If you are unhappy with what you are doing, stop doing it.

I recently had a friend tell me that for the past few months he’d been phoning phoning his work in. He wasn’t doing work he was interested in. The past few months. Now I not some productivity saint here, but I’m sure during that time this guy was rocking the Pomodoro technique, going for inbox zero, and all that producto-porn stuff.

There’s a slew of higher callings buried in all of us. A bigger challenge, a hidden lever, a more profound passion that we are missing right now. If you want to optimize anything, how about finding a way to uncover these broader visions?

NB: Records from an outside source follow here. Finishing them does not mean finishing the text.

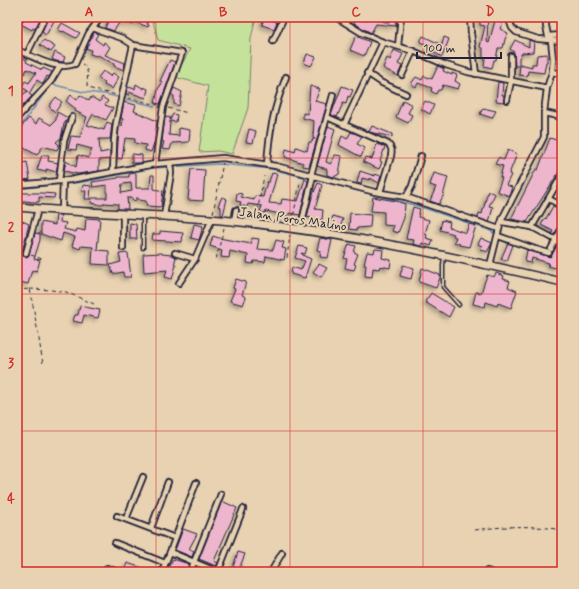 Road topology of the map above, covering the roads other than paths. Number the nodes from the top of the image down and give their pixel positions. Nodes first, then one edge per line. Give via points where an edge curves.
1 (101, 17) edge
2 (284, 17) edge
3 (336, 17) edge
4 (402, 17) edge
5 (470, 17) edge
6 (508, 17) edge
7 (546, 17) edge
8 (43, 21) dead end
9 (93, 28) junction
10 (562, 35) edge
11 (550, 38) junction
12 (273, 41) dead end
13 (562, 41) edge
14 (383, 42) junction
15 (133, 45) junction
16 (398, 46) junction
17 (17, 50) edge
18 (413, 51) junction
19 (27, 54) junction
20 (511, 56) dead end
21 (60, 66) junction
22 (552, 72) junction
23 (367, 73) junction
24 (476, 74) junction
25 (562, 74) edge
26 (402, 75) dead end
27 (286, 77) dead end
28 (511, 81) junction
29 (547, 88) junction
30 (406, 94) dead end
31 (333, 95) dead end
32 (507, 100) dead end
33 (544, 113) junction
34 (72, 117) dead end
35 (327, 117) junction
36 (562, 117) edge
37 (17, 118) edge
38 (344, 125) junction
39 (421, 156) dead end
40 (155, 164) junction
41 (170, 164) junction
42 (267, 165) junction
43 (113, 172) junction
44 (312, 175) junction
45 (562, 175) edge
46 (61, 181) junction
47 (17, 185) edge
48 (380, 192) junction
49 (406, 197) junction
50 (549, 200) junction
51 (562, 206) edge
52 (17, 207) edge
53 (38, 209) junction
54 (62, 210) junction
55 (236, 210) dead end
56 (123, 214) junction
57 (143, 215) junction
58 (164, 216) junction
59 (212, 219) junction
60 (234, 222) junction
61 (502, 222) junction
62 (532, 226) junction
63 (562, 228) edge
64 (300, 230) junction
65 (498, 233) junction
66 (556, 240) junction
67 (562, 243) edge
68 (123, 248) dead end
69 (143, 248) dead end
70 (26, 253) road end
71 (175, 253) dead end
72 (444, 255) junction
73 (195, 259) junction
74 (490, 265) junction
75 (562, 282) edge
76 (180, 284) dead end
77 (460, 305) dead end
78 (143, 477) dead end
79 (168, 482) dead end
80 (196, 483) dead end
81 (221, 494) dead end
82 (244, 509) dead end
83 (117, 516) dead end
84 (126, 519) junction
85 (151, 528) junction
86 (175, 538) junction
87 (115, 543) dead end
88 (170, 552) junction
89 (282, 553) dead end
90 (194, 562) junction
91 (166, 563) junction
92 (107, 568) dead end
93 (118, 572) edge
94 (162, 572) edge
95 (190, 572) edge
96 (218, 572) edge
97 (272, 572) edge

1 - 9 street
2 - 12 street
3 - 14 street via 357,31
4 - 16 street
5 - 24 street
6 - 11 street via 514,31 532,38
7 - 11 street
8 - 19 street
9 - 15 street via 122,38
9 - 21 street via 75,64
10 - 11 street
11 - 13 street
11 - 22 street
14 - 16 street
14 - 23 street
15 - 40 street via 182,52 163,107
15 - 43 street via 116,123
16 - 18 street
17 - 19 street
18 - 24 street
18 - 26 street
19 - 21 street
20 - 28 street
21 - 37 street
22 - 25 street
22 - 29 street
23 - 30 street
23 - 38 street
24 - 28 street
27 - 42 street via 269,136
28 - 29 street
28 - 32 street
29 - 33 street
31 - 35 street
33 - 36 street
33 - 61 street via 544,137
34 - 46 street via 64,141
35 - 38 street
35 - 44 street
38 - 48 street via 391,147 391,156
39 - 49 street
40 - 41 street
40 - 43 street
41 - 42 street via 224,158
41 - 58 street via 171,173
42 - 44 street
43 - 46 street
44 - 48 street
44 - 64 street
45 - 50 street
46 - 47 street
46 - 54 street
48 - 49 street
49 - 65 street
50 - 51 street
50 - 62 street
52 - 53 main road, Jalan Poros Malino
53 - 54 main road, Jalan Poros Malino
53 - 70 street
54 - 56 main road, Jalan Poros Malino
55 - 60 street
56 - 57 main road, Jalan Poros Malino
56 - 68 street
57 - 58 main road, Jalan Poros Malino
57 - 69 lane
58 - 59 main road, Jalan Poros Malino
59 - 60 main road, Jalan Poros Malino
59 - 73 street
60 - 64 main road, Jalan Poros Malino
61 - 62 street
61 - 65 street
62 - 66 street
63 - 66 street
64 - 72 main road, Jalan Poros Malino
65 - 66 street via 530,248 550,251
65 - 74 street
66 - 67 street
71 - 73 street
72 - 74 main road, Jalan Poros Malino
72 - 77 lane via 443,287
73 - 76 street
74 - 75 main road, Jalan Poros Malino
78 - 84 street
79 - 85 street
80 - 86 street
81 - 90 street
82 - 96 street
83 - 84 street
84 - 85 street
85 - 86 street
86 - 88 street
87 - 91 street
88 - 90 street
88 - 91 street
89 - 97 street
90 - 95 street
90 - 96 street
91 - 94 street
92 - 93 street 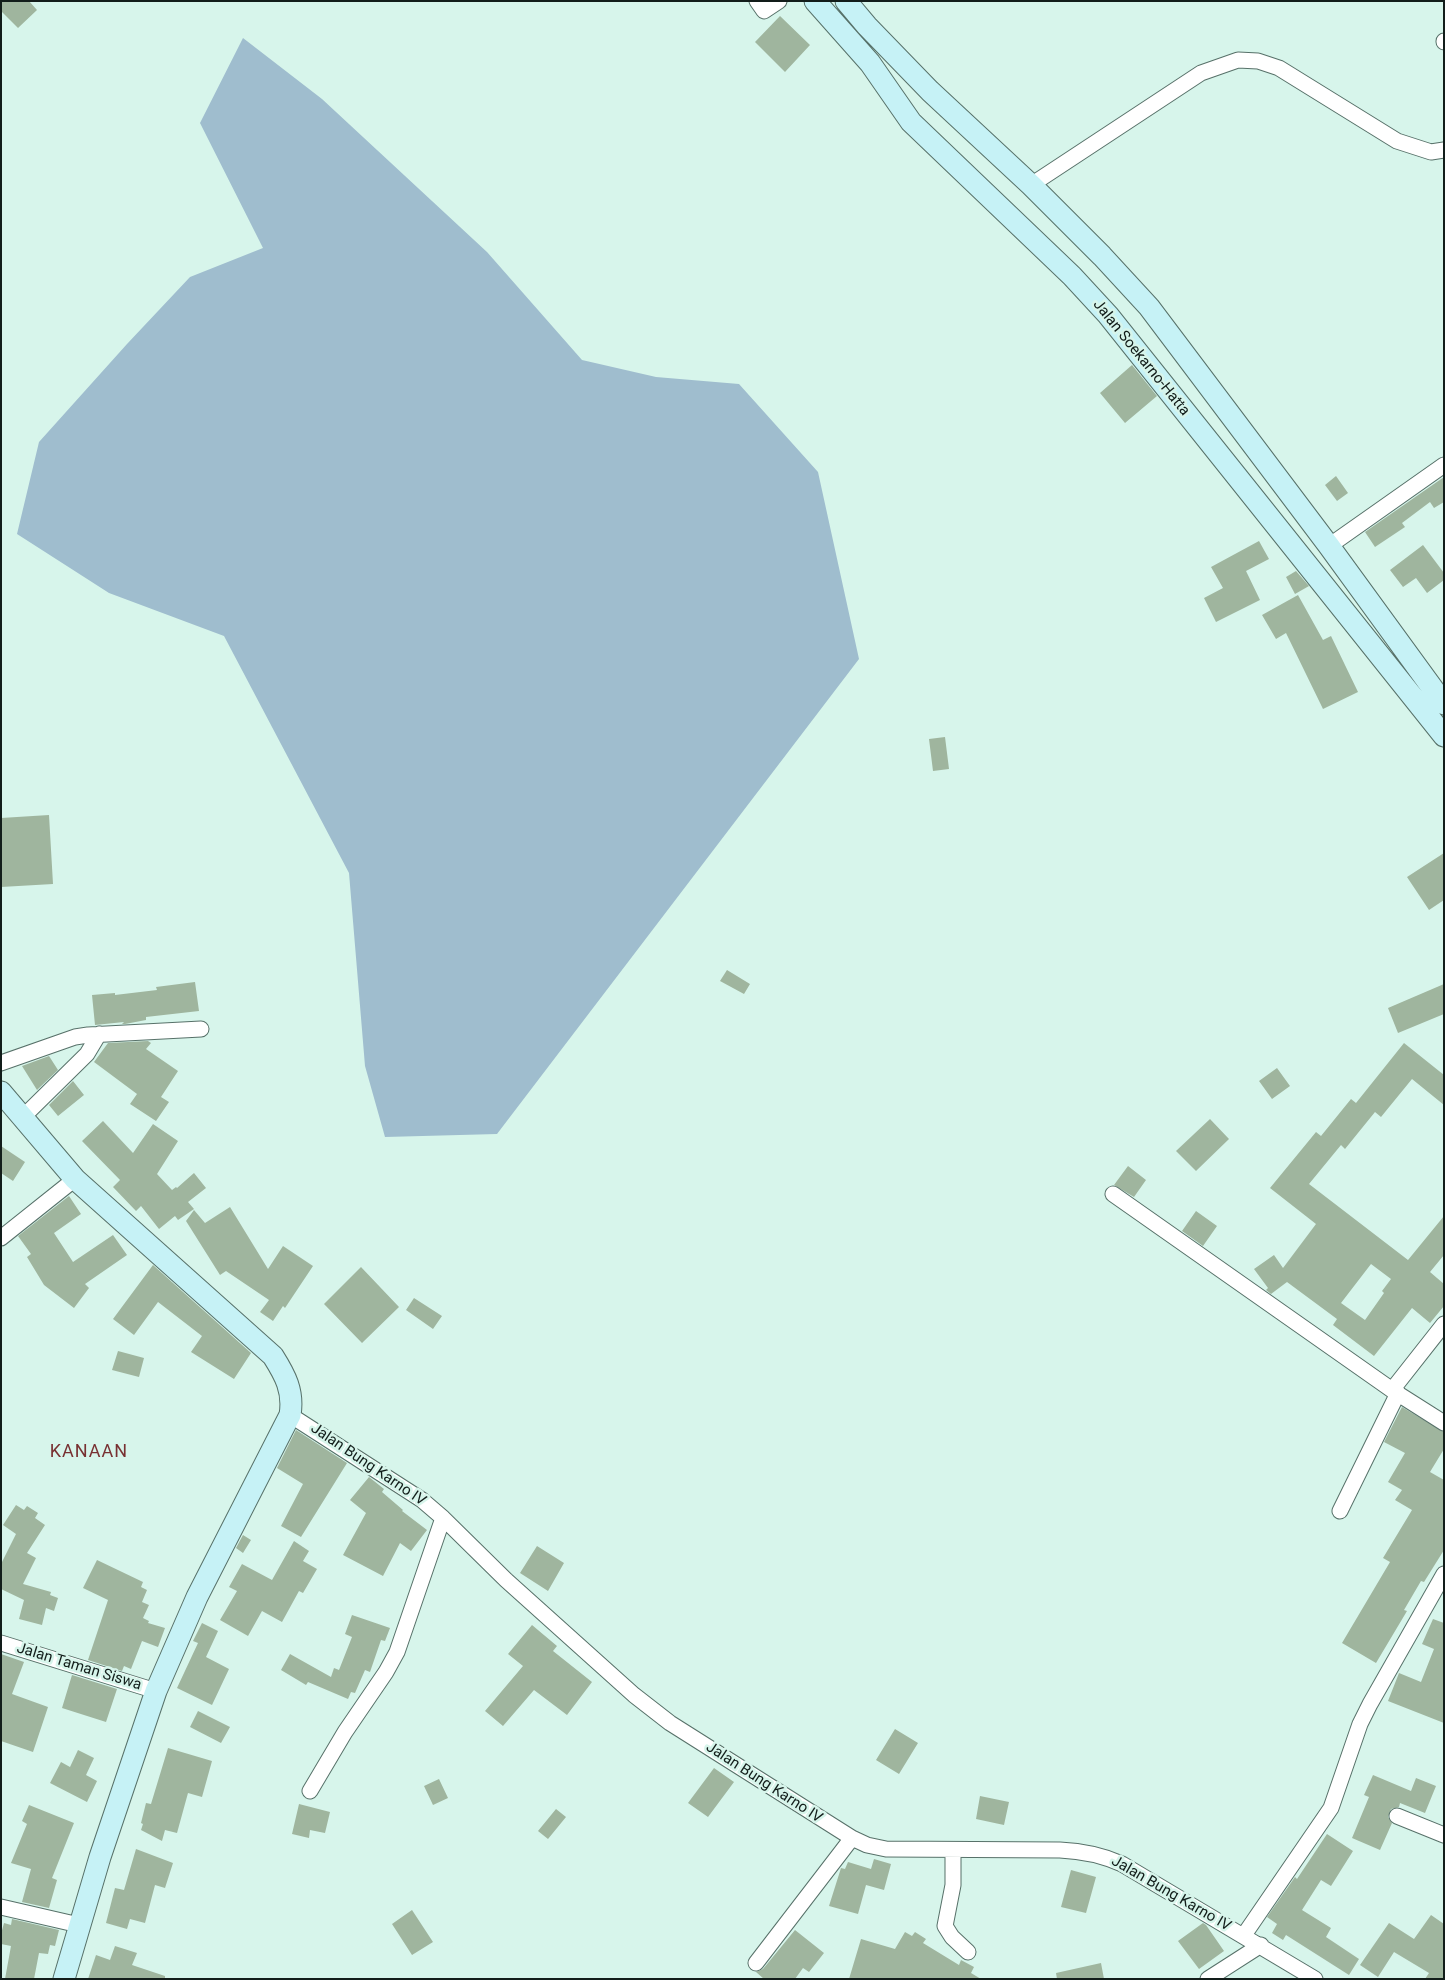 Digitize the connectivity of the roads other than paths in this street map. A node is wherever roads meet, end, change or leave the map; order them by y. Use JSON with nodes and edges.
{"nodes":[{"id":1,"x":757,"y":1,"type":"edge"},
{"id":2,"x":779,"y":1,"type":"edge"},
{"id":3,"x":815,"y":1,"type":"edge"},
{"id":4,"x":846,"y":1,"type":"edge"},
{"id":5,"x":1444,"y":150,"type":"edge"},
{"id":6,"x":1031,"y":185,"type":"junction"},
{"id":7,"x":1444,"y":466,"type":"edge"},
{"id":8,"x":1330,"y":546,"type":"junction"},
{"id":9,"x":1444,"y":704,"type":"edge"},
{"id":10,"x":1440,"y":732,"type":"edge"},
{"id":11,"x":201,"y":1028,"type":"dead end"},
{"id":12,"x":99,"y":1034,"type":"junction"},
{"id":13,"x":1,"y":1063,"type":"edge"},
{"id":14,"x":1,"y":1092,"type":"edge"},
{"id":15,"x":22,"y":1118,"type":"junction"},
{"id":16,"x":75,"y":1179,"type":"junction"},
{"id":17,"x":1113,"y":1194,"type":"dead end"},
{"id":18,"x":1,"y":1238,"type":"edge"},
{"id":19,"x":1444,"y":1324,"type":"edge"},
{"id":20,"x":1395,"y":1391,"type":"junction"},
{"id":21,"x":290,"y":1415,"type":"junction"},
{"id":22,"x":1444,"y":1423,"type":"edge"},
{"id":23,"x":1340,"y":1511,"type":"dead end"},
{"id":24,"x":443,"y":1518,"type":"junction"},
{"id":25,"x":1444,"y":1574,"type":"edge"},
{"id":26,"x":1,"y":1643,"type":"edge"},
{"id":27,"x":156,"y":1691,"type":"junction"},
{"id":28,"x":310,"y":1791,"type":"dead end"},
{"id":29,"x":1397,"y":1816,"type":"dead end"},
{"id":30,"x":1444,"y":1835,"type":"edge"},
{"id":31,"x":852,"y":1838,"type":"junction"},
{"id":32,"x":953,"y":1850,"type":"junction"},
{"id":33,"x":1,"y":1907,"type":"edge"},
{"id":34,"x":79,"y":1925,"type":"junction"},
{"id":35,"x":1244,"y":1935,"type":"junction"},
{"id":36,"x":1261,"y":1945,"type":"junction"},
{"id":37,"x":968,"y":1952,"type":"dead end"},
{"id":38,"x":756,"y":1963,"type":"dead end"},
{"id":39,"x":64,"y":1979,"type":"edge"},
{"id":40,"x":1208,"y":1979,"type":"edge"},
{"id":41,"x":1316,"y":1979,"type":"edge"}],
"edges":[{"from":1,"to":2,"type":"street"},
{"from":3,"to":10,"type":"main road","name":"Jalan Soekarno-Hatta"},
{"from":4,"to":6,"type":"main road"},
{"from":5,"to":6,"type":"street"},
{"from":6,"to":8,"type":"main road"},
{"from":7,"to":8,"type":"street"},
{"from":8,"to":9,"type":"main road"},
{"from":11,"to":12,"type":"street"},
{"from":12,"to":13,"type":"street"},
{"from":12,"to":15,"type":"street"},
{"from":14,"to":15,"type":"main road"},
{"from":15,"to":16,"type":"main road"},
{"from":16,"to":18,"type":"street"},
{"from":16,"to":21,"type":"main road"},
{"from":17,"to":20,"type":"street"},
{"from":19,"to":20,"type":"street"},
{"from":20,"to":22,"type":"street"},
{"from":20,"to":23,"type":"street"},
{"from":21,"to":24,"type":"street","name":"Jalan Bung Karno IV"},
{"from":21,"to":27,"type":"main road"},
{"from":24,"to":28,"type":"street"},
{"from":24,"to":31,"type":"street","name":"Jalan Bung Karno IV"},
{"from":25,"to":35,"type":"street"},
{"from":26,"to":27,"type":"street","name":"Jalan Taman Siswa"},
{"from":27,"to":34,"type":"main road"},
{"from":29,"to":30,"type":"street"},
{"from":31,"to":32,"type":"street","name":"Jalan Bung Karno IV"},
{"from":31,"to":38,"type":"street"},
{"from":32,"to":35,"type":"street","name":"Jalan Bung Karno IV"},
{"from":32,"to":37,"type":"street"},
{"from":33,"to":34,"type":"street"},
{"from":34,"to":39,"type":"main road"},
{"from":35,"to":36,"type":"street","name":"Jalan Bung Karno IV"},
{"from":36,"to":40,"type":"street"},
{"from":36,"to":41,"type":"street","name":"Jalan Bung Karno IV"}]}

Get good at creating culture. 

The culture of your business is a process that helps many employes self-direct. Highly productive entrepreneurs can’t spend the most productive hours of their days delegating tasks to team members. This basic almost cliched business advice is consistently overlooked by producto-gurus, as it should be. It would put them out of business. There is nothing so profound as another intelligent vinegar-pisser (or two) helping to build out your vision.

Get good at letting little bad things happen.

I was reminded of this great Tim Ferriss quote by my friend Tim Conley. He claims that every 100M+ entrepreneur he’s met is good at this. I thought of this as I was laying in bed last night re-considering a customer service email I recently sent.

I got to thinking that over the years I’ve probably had 1,000’s of customers that were miffed at me in one way or another, and that this state of affairs was inevitable. No amount of extra attention to the matter would change that inevitability. And so any attention spent on it was time wasted.

I reminded myself that this was a very different thing from not paying attention to the details. And then I went to sleep.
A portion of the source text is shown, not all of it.